**REQUIREMENT:**
Filter the entries and keep only the lines where the string "Martintown" appears.

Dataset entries
# # # #
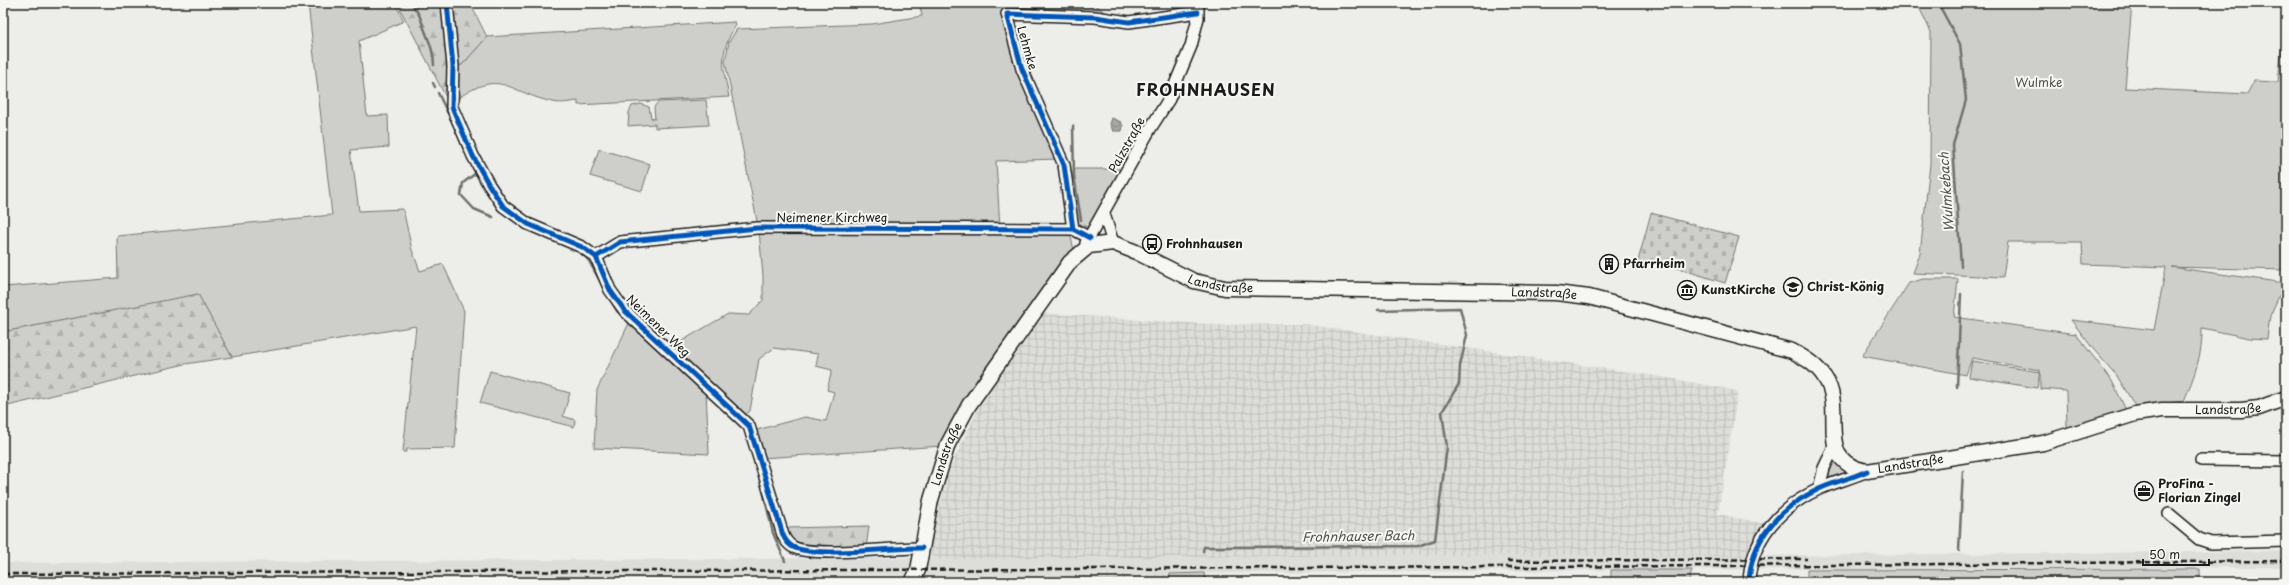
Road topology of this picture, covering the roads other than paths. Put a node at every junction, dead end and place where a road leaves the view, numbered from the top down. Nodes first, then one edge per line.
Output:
1 (447, 3) edge
2 (1198, 8) edge
3 (1104, 214) junction
4 (1073, 229) junction
5 (1090, 238) junction
6 (1113, 243) junction
7 (1082, 250) junction
8 (596, 257) junction
9 (2286, 398) edge
10 (1834, 447) junction
11 (2201, 460) dead end
12 (2286, 461) edge
13 (1867, 471) junction
14 (1819, 489) junction
15 (2169, 514) dead end
16 (2286, 541) edge
17 (922, 548) junction
18 (914, 579) edge
19 (1749, 582) edge

1 - 8 street
2 - 3 street, Palzstraße
2 - 4 street, Lehmke
3 - 5 street, Palzstraße
3 - 6 street
4 - 5 street
4 - 8 street, Neimener Kirchweg
5 - 7 street, Palzstraße
6 - 7 main road, Landstraße
6 - 10 main road, Landstraße
7 - 17 main road, Landstraße
8 - 17 street, Neimener Weg
9 - 13 main road, Landstraße
10 - 13 main road, Landstraße
10 - 14 street
11 - 12 street
13 - 14 street
14 - 19 street
15 - 16 street
17 - 18 main road, Landstraße

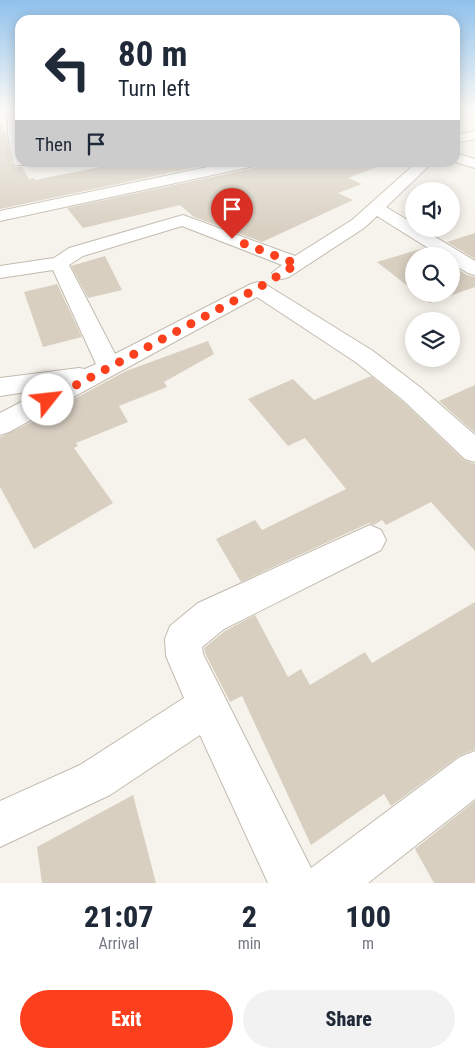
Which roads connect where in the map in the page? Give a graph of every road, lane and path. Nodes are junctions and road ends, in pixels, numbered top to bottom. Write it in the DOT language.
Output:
graph roads {
  1 [pos="460,159"];
  2 [pos="475,164"];
  3 [pos="230,167"];
  4 [pos="421,167"];
  5 [pos="376,208"];
  6 [pos="0,216"];
  7 [pos="59,263"];
  8 [pos="297,264"];
  9 [pos="475,269"];
  10 [pos="0,272"];
  11 [pos="258,288"];
  12 [pos="103,370"];
  13 [pos="0,387"];
  14 [pos="0,425"];
  15 [pos="475,451"];
  16 [pos="370,540"];
  17 [pos="206,706"];
  18 [pos="475,772"];
  19 [pos="0,824"];
  20 [pos="293,883"];
  21 [pos="329,883"];
  1 -- 2 [label="street"];
  3 -- 6 [label="street"];
  4 -- 5 [label="street"];
  5 -- 8 [label="street"];
  5 -- 9 [label="street"];
  7 -- 8 [label="street"];
  7 -- 10 [label="street"];
  7 -- 12 [label="street"];
  8 -- 11 [label="street"];
  11 -- 12 [label="street"];
  11 -- 15 [label="street"];
  12 -- 13 [label="street"];
  12 -- 14 [label="street"];
  16 -- 17 [label="street"];
  17 -- 19 [label="street"];
  17 -- 20 [label="street"];
  18 -- 21 [label="street"];
}
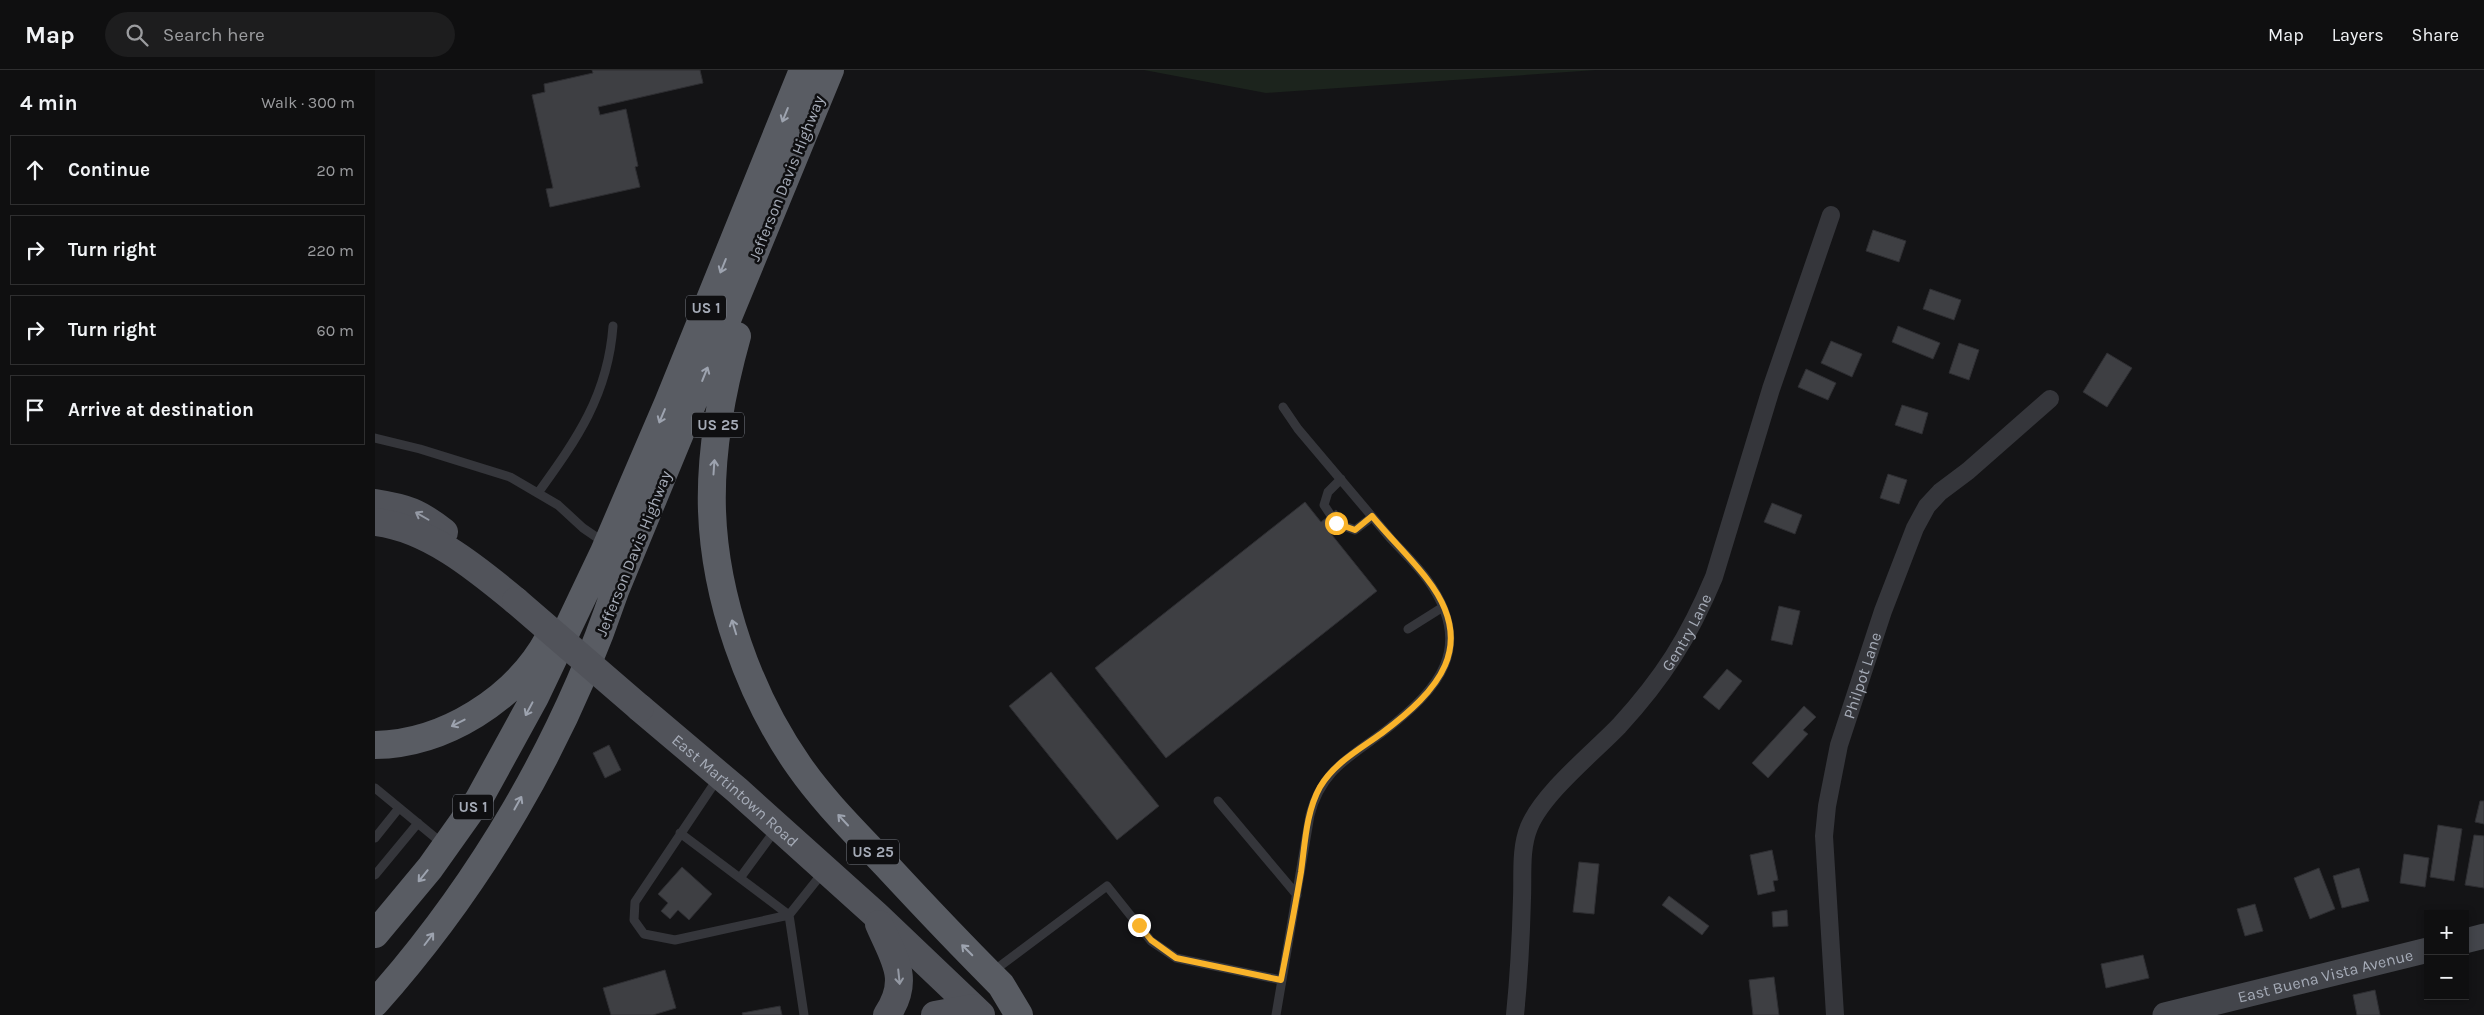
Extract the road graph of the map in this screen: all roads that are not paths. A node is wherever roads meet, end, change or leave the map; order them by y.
1 (803, 70) edge
2 (830, 70) edge
3 (785, 180) junction
4 (1831, 215) dead end
5 (613, 326) dead end
6 (2050, 399) dead end
7 (1283, 407) dead end
8 (375, 438) edge
9 (1341, 479) junction
10 (538, 493) junction
11 (375, 503) edge
12 (1372, 516) junction
13 (375, 522) edge
14 (606, 548) junction
15 (482, 573) junction
16 (1443, 607) junction
17 (1408, 629) dead end
18 (375, 745) edge
19 (719, 776) junction
20 (375, 788) edge
21 (1218, 801) dead end
22 (399, 808) junction
23 (418, 823) junction
24 (778, 827) junction
25 (679, 833) junction
26 (375, 838) edge
27 (445, 846) junction
28 (825, 870) junction
29 (375, 875) edge
30 (739, 878) junction
31 (1297, 895) junction
32 (789, 915) junction
33 (876, 915) junction
34 (375, 934) edge
35 (2484, 936) edge
36 (2469, 939) edge
37 (2424, 951) edge
38 (408, 966) junction
39 (990, 974) junction
40 (1281, 980) junction
41 (375, 1003) edge
42 (974, 1013) edge
43 (375, 1015) edge
44 (804, 1015) edge
45 (887, 1015) edge
46 (935, 1015) edge
47 (1019, 1015) edge
48 (1276, 1015) edge
49 (1515, 1015) edge
50 (1835, 1015) edge
51 (2165, 1015) edge

1 -> 14 highway, Jefferson Davis Highway / US 1
2 - 3 highway, Jefferson Davis Highway / US 1
38 -> 3 highway, Jefferson Davis Highway / US 1
39 -> 3 highway, US 25
4 - 49 street, Gentry Lane
5 - 10 lane
6 - 50 street, Philpot Lane
7 - 9 lane
8 - 10 lane
9 - 12 lane
9 - 12 lane
10 - 14 lane
15 -> 11 main road, East Martintown Road
12 - 16 lane
13 - 15 main road, East Martintown Road / US 25
14 -> 18 highway
14 -> 27 highway, Jefferson Davis Highway / US 1
15 - 19 main road, East Martintown Road / US 25, bridge
16 - 17 lane
16 - 31 lane
19 - 24 main road, East Martintown Road / US 25
19 - 25 lane
20 - 22 lane
21 - 31 lane
22 - 23 lane
22 - 26 lane
23 - 27 lane
23 - 29 lane
24 - 28 main road, East Martintown Road / US 25
24 - 30 lane
25 - 30 lane
25 - 32 lane
27 -> 34 highway, Jefferson Davis Highway / US 1
28 - 32 lane
28 - 33 main road, East Martintown Road / US 25
30 - 32 lane
31 - 40 lane
32 - 44 lane
33 - 42 main road, East Martintown Road / US 25
33 -> 45 main road
35 - 36 main road
37 - 51 main road, East Buena Vista Avenue
38 - 41 highway, Jefferson Davis Highway / US 1
38 - 43 highway
39 - 40 lane
39 - 42 main road
39 - 47 highway, US 25
40 - 48 lane
42 - 46 main road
# # # #
**ANSWER BELOW:**
15 -> 11 main road, East Martintown Road
13 - 15 main road, East Martintown Road / US 25
15 - 19 main road, East Martintown Road / US 25, bridge
19 - 24 main road, East Martintown Road / US 25
24 - 28 main road, East Martintown Road / US 25
28 - 33 main road, East Martintown Road / US 25
33 - 42 main road, East Martintown Road / US 25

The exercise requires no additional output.